(WHAT IS EXPECTED) Give only the number of lines in the data that contain the word "absolute".

(GIVEN DATA)
++++++++

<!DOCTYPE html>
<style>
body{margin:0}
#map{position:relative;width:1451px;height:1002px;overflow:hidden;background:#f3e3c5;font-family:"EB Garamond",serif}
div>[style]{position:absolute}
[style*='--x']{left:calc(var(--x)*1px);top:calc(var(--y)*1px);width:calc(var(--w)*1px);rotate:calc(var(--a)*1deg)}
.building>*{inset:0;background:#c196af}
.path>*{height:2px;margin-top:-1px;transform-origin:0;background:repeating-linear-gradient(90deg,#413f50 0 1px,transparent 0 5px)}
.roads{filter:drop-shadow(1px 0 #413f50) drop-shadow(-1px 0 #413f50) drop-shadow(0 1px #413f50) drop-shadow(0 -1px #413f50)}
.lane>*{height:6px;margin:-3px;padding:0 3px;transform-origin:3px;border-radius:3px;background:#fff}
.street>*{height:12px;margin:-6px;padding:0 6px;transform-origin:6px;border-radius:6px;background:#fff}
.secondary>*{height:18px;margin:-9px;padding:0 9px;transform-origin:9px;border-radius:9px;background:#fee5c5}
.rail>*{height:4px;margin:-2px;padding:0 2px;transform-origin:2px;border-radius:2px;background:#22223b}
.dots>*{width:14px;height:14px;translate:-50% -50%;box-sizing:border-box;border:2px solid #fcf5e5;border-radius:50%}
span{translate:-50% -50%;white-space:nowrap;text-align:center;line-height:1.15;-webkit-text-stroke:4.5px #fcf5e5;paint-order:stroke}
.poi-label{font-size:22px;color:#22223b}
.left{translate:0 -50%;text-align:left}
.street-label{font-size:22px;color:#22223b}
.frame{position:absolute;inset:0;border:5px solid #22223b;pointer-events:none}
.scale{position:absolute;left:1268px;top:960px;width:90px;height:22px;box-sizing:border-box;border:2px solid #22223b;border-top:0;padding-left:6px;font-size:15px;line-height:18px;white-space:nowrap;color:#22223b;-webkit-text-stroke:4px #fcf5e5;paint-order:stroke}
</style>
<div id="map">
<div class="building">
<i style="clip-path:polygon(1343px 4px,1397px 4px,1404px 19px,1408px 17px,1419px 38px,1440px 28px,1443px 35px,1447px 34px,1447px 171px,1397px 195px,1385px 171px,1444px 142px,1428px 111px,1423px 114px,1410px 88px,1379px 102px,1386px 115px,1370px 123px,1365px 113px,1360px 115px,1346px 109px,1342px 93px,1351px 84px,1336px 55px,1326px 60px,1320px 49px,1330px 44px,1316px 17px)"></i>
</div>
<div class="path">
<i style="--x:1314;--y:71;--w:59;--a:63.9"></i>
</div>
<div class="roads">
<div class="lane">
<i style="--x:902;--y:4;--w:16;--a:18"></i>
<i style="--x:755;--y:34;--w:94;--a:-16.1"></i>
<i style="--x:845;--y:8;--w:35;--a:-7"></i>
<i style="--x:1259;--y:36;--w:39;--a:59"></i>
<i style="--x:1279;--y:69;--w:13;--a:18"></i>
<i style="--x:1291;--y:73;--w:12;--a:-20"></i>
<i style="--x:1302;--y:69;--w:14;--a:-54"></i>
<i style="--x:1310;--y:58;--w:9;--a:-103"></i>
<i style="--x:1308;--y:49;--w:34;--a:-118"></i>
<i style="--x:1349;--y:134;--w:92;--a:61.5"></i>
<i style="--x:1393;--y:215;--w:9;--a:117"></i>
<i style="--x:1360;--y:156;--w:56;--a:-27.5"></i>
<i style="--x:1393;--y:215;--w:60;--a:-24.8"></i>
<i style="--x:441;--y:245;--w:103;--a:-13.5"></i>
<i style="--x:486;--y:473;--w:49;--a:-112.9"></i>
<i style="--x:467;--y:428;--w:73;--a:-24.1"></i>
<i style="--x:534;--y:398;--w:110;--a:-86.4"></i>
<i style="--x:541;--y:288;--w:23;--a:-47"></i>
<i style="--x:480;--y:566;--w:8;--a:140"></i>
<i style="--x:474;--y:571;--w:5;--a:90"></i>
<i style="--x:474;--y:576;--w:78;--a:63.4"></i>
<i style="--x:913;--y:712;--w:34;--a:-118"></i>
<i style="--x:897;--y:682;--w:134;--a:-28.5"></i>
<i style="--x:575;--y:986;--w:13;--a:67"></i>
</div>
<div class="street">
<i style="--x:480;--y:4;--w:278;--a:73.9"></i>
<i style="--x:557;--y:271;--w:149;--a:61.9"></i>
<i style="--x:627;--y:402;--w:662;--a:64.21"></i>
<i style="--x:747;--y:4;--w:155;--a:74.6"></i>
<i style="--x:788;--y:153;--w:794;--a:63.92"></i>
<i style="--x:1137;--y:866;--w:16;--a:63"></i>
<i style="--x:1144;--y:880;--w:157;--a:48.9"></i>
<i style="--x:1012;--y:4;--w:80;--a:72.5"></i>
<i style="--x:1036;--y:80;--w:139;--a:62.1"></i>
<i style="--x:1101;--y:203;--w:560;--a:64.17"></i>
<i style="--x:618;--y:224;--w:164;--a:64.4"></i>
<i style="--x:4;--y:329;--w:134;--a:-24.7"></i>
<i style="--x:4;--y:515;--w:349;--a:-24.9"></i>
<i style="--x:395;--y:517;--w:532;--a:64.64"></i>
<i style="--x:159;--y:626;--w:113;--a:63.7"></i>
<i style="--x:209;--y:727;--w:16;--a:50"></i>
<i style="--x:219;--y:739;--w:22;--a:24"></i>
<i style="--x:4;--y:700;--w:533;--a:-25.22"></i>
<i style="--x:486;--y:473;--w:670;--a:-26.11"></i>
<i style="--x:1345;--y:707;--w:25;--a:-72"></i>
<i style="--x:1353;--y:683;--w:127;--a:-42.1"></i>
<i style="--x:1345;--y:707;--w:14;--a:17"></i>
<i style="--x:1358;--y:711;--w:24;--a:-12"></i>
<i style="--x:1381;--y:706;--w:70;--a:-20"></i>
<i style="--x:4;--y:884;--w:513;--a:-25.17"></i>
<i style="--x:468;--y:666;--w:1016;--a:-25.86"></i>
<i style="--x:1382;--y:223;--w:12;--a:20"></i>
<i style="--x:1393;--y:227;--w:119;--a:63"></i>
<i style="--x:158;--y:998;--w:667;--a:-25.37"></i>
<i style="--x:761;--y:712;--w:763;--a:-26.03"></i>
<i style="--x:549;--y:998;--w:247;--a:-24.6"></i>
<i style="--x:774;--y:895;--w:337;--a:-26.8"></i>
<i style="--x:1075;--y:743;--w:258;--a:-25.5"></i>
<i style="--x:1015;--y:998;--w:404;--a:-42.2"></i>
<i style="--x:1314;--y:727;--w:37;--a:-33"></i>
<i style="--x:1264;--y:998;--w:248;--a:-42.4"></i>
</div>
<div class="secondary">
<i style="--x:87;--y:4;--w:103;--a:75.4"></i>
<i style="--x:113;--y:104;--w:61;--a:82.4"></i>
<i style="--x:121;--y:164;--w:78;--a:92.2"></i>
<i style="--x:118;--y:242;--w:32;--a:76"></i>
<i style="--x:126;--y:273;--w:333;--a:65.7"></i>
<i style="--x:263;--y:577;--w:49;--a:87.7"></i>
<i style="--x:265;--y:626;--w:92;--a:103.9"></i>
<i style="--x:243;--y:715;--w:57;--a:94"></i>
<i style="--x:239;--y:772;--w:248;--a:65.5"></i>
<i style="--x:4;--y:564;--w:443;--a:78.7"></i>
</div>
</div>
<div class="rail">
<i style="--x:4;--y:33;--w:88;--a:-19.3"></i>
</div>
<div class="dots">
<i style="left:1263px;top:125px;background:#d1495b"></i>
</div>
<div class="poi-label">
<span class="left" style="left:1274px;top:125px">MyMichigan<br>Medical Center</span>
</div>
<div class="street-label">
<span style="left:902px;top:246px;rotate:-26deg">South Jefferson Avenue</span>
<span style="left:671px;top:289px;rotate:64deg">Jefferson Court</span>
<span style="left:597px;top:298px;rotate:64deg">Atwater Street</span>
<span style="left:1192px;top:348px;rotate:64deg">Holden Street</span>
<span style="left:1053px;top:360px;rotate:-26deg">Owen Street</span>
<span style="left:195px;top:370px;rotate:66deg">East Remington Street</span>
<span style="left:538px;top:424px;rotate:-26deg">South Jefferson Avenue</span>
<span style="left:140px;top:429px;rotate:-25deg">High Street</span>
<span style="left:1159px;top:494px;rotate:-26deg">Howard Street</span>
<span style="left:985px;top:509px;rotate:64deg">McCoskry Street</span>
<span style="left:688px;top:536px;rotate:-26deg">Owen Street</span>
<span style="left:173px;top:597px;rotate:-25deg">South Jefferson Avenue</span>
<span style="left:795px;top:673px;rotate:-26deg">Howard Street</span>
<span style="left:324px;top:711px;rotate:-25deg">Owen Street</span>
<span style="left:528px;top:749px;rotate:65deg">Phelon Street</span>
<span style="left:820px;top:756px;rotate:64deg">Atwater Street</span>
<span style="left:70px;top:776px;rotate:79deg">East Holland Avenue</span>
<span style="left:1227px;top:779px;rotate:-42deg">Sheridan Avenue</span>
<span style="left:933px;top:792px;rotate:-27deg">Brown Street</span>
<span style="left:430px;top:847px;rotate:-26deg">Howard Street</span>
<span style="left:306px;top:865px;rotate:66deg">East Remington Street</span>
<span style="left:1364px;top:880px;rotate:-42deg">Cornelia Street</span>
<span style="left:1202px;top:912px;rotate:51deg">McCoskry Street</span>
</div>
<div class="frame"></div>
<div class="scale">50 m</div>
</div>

++++++++

(SOLVED PROBLEM) 3